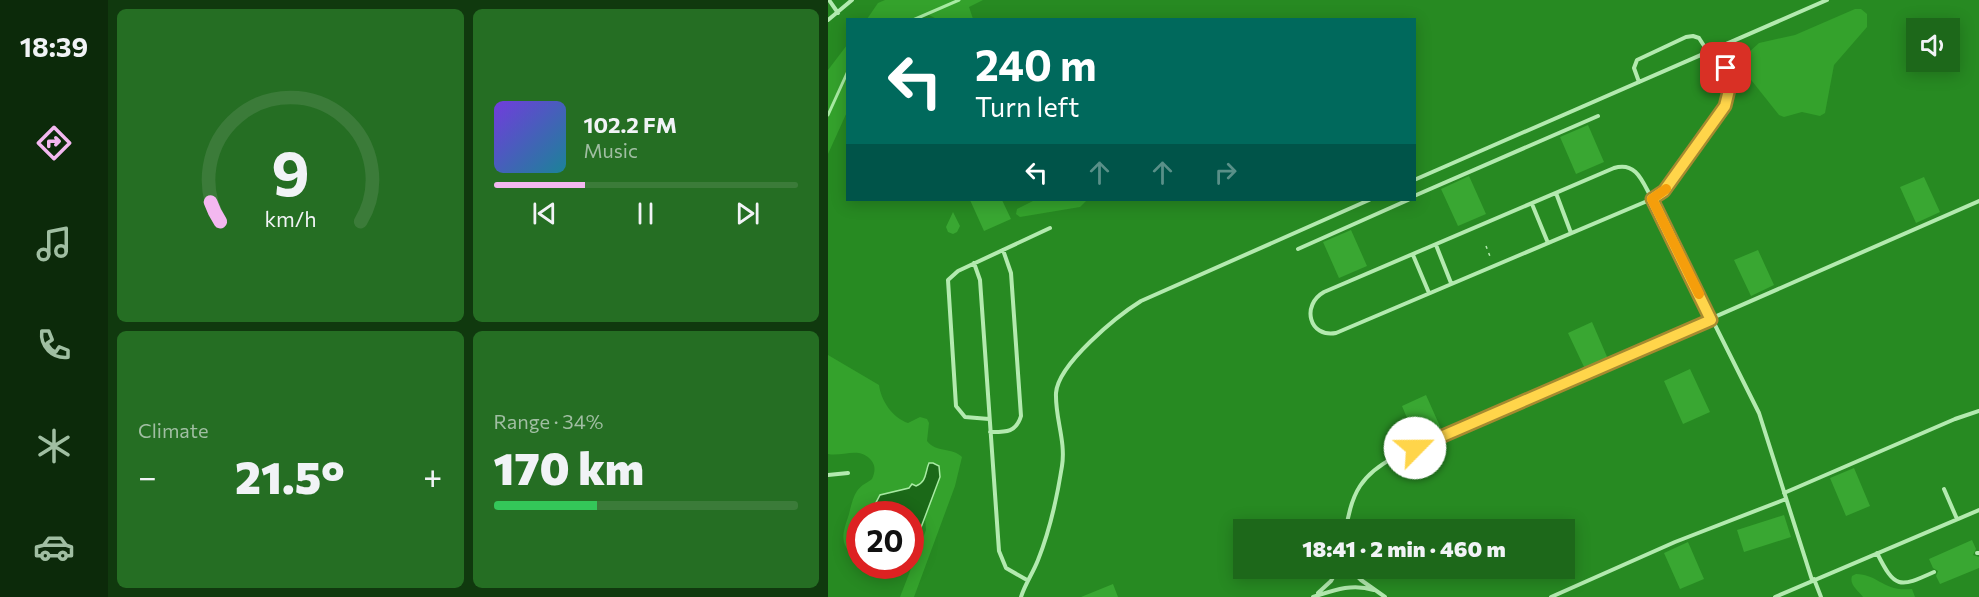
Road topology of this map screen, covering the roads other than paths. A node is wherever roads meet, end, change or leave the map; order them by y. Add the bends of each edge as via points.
1 (829, 0) edge
2 (852, 0) edge
3 (1827, 0) edge
4 (838, 13) junction
5 (828, 20) edge
6 (1720, 47) junction
7 (1708, 52) junction
8 (1640, 82) junction
9 (1598, 116) dead end
10 (1416, 179) edge
11 (1556, 193) junction
12 (1416, 195) edge
13 (1652, 199) junction
14 (1367, 201) edge
15 (1406, 201) edge
16 (1979, 201) edge
17 (1532, 204) junction
18 (1050, 228) dead end
19 (1571, 233) junction
20 (1548, 243) junction
21 (1436, 245) junction
22 (1298, 249) dead end
23 (1003, 250) junction
24 (1413, 255) junction
25 (974, 263) junction
26 (1451, 283) junction
27 (1429, 293) junction
28 (1711, 320) junction
29 (1979, 411) edge
30 (989, 419) junction
31 (990, 432) junction
32 (849, 473) dead end
33 (828, 476) edge
34 (1944, 489) dead end
35 (1784, 493) junction
36 (1786, 499) junction
37 (1979, 510) edge
38 (1348, 519) edge
39 (1957, 519) junction
40 (1877, 553) junction
41 (1934, 572) dead end
42 (1332, 579) edge
43 (1360, 579) edge
44 (1027, 580) junction
45 (1813, 580) junction
46 (1374, 590) junction
47 (1021, 597) edge
48 (1313, 597) edge
49 (1385, 597) edge
50 (1551, 597) edge
51 (1775, 597) edge
52 (1821, 597) edge

1 - 4 lane
2 - 4 lane
3 - 6 lane
4 - 5 lane
6 - 7 lane
6 - 13 lane via 1729,81 1726,104 1664,191
7 - 8 lane
7 - 8 lane via 1702,40 1690,36 1637,60 1634,68
8 - 10 lane
9 - 12 lane
11 - 13 lane via 1625,166 1638,173
11 - 17 lane
11 - 19 lane
13 - 19 lane
13 - 28 lane
14 - 44 lane via 1141,301 1112,322 1076,357 1057,386 1064,443 1062,465 1048,529
15 - 22 lane
16 - 28 lane
17 - 20 lane
17 - 21 lane
18 - 23 lane
19 - 20 lane
20 - 26 lane
21 - 24 lane
21 - 26 lane
23 - 25 lane
23 - 31 lane via 1011,273 1021,416 1011,431
24 - 27 lane
24 - 27 lane via 1321,294 1310,308 1312,321 1322,331 1333,334
25 - 30 lane via 980,280
25 - 30 lane via 955,272 948,282 955,403 965,417
26 - 27 lane
28 - 35 lane via 1759,413
28 - 38 lane via 1382,464 1356,492
29 - 35 lane
30 - 31 lane
31 - 44 lane via 999,555 1006,567
32 - 33 lane
34 - 39 lane
35 - 36 lane
36 - 45 lane
36 - 50 lane via 1675,542
37 - 39 lane
39 - 40 lane
40 - 41 lane via 1888,575 1899,583
40 - 45 lane
42 - 48 lane
43 - 46 lane
44 - 47 lane
45 - 51 lane
45 - 52 lane
46 - 48 lane via 1350,586
46 - 49 lane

## [EXERCISE]
Repeat every entry exactly, but leave out the pictures.

## [EXERCISE RESULT]
Road topology of this map screen, covering the roads other than paths. A node is wherever roads meet, end, change or leave the map; order them by y. Add the bends of each edge as via points.
1 (829, 0) edge
2 (852, 0) edge
3 (1827, 0) edge
4 (838, 13) junction
5 (828, 20) edge
6 (1720, 47) junction
7 (1708, 52) junction
8 (1640, 82) junction
9 (1598, 116) dead end
10 (1416, 179) edge
11 (1556, 193) junction
12 (1416, 195) edge
13 (1652, 199) junction
14 (1367, 201) edge
15 (1406, 201) edge
16 (1979, 201) edge
17 (1532, 204) junction
18 (1050, 228) dead end
19 (1571, 233) junction
20 (1548, 243) junction
21 (1436, 245) junction
22 (1298, 249) dead end
23 (1003, 250) junction
24 (1413, 255) junction
25 (974, 263) junction
26 (1451, 283) junction
27 (1429, 293) junction
28 (1711, 320) junction
29 (1979, 411) edge
30 (989, 419) junction
31 (990, 432) junction
32 (849, 473) dead end
33 (828, 476) edge
34 (1944, 489) dead end
35 (1784, 493) junction
36 (1786, 499) junction
37 (1979, 510) edge
38 (1348, 519) edge
39 (1957, 519) junction
40 (1877, 553) junction
41 (1934, 572) dead end
42 (1332, 579) edge
43 (1360, 579) edge
44 (1027, 580) junction
45 (1813, 580) junction
46 (1374, 590) junction
47 (1021, 597) edge
48 (1313, 597) edge
49 (1385, 597) edge
50 (1551, 597) edge
51 (1775, 597) edge
52 (1821, 597) edge

1 - 4 lane
2 - 4 lane
3 - 6 lane
4 - 5 lane
6 - 7 lane
6 - 13 lane via 1729,81 1726,104 1664,191
7 - 8 lane
7 - 8 lane via 1702,40 1690,36 1637,60 1634,68
8 - 10 lane
9 - 12 lane
11 - 13 lane via 1625,166 1638,173
11 - 17 lane
11 - 19 lane
13 - 19 lane
13 - 28 lane
14 - 44 lane via 1141,301 1112,322 1076,357 1057,386 1064,443 1062,465 1048,529
15 - 22 lane
16 - 28 lane
17 - 20 lane
17 - 21 lane
18 - 23 lane
19 - 20 lane
20 - 26 lane
21 - 24 lane
21 - 26 lane
23 - 25 lane
23 - 31 lane via 1011,273 1021,416 1011,431
24 - 27 lane
24 - 27 lane via 1321,294 1310,308 1312,321 1322,331 1333,334
25 - 30 lane via 980,280
25 - 30 lane via 955,272 948,282 955,403 965,417
26 - 27 lane
28 - 35 lane via 1759,413
28 - 38 lane via 1382,464 1356,492
29 - 35 lane
30 - 31 lane
31 - 44 lane via 999,555 1006,567
32 - 33 lane
34 - 39 lane
35 - 36 lane
36 - 45 lane
36 - 50 lane via 1675,542
37 - 39 lane
39 - 40 lane
40 - 41 lane via 1888,575 1899,583
40 - 45 lane
42 - 48 lane
43 - 46 lane
44 - 47 lane
45 - 51 lane
45 - 52 lane
46 - 48 lane via 1350,586
46 - 49 lane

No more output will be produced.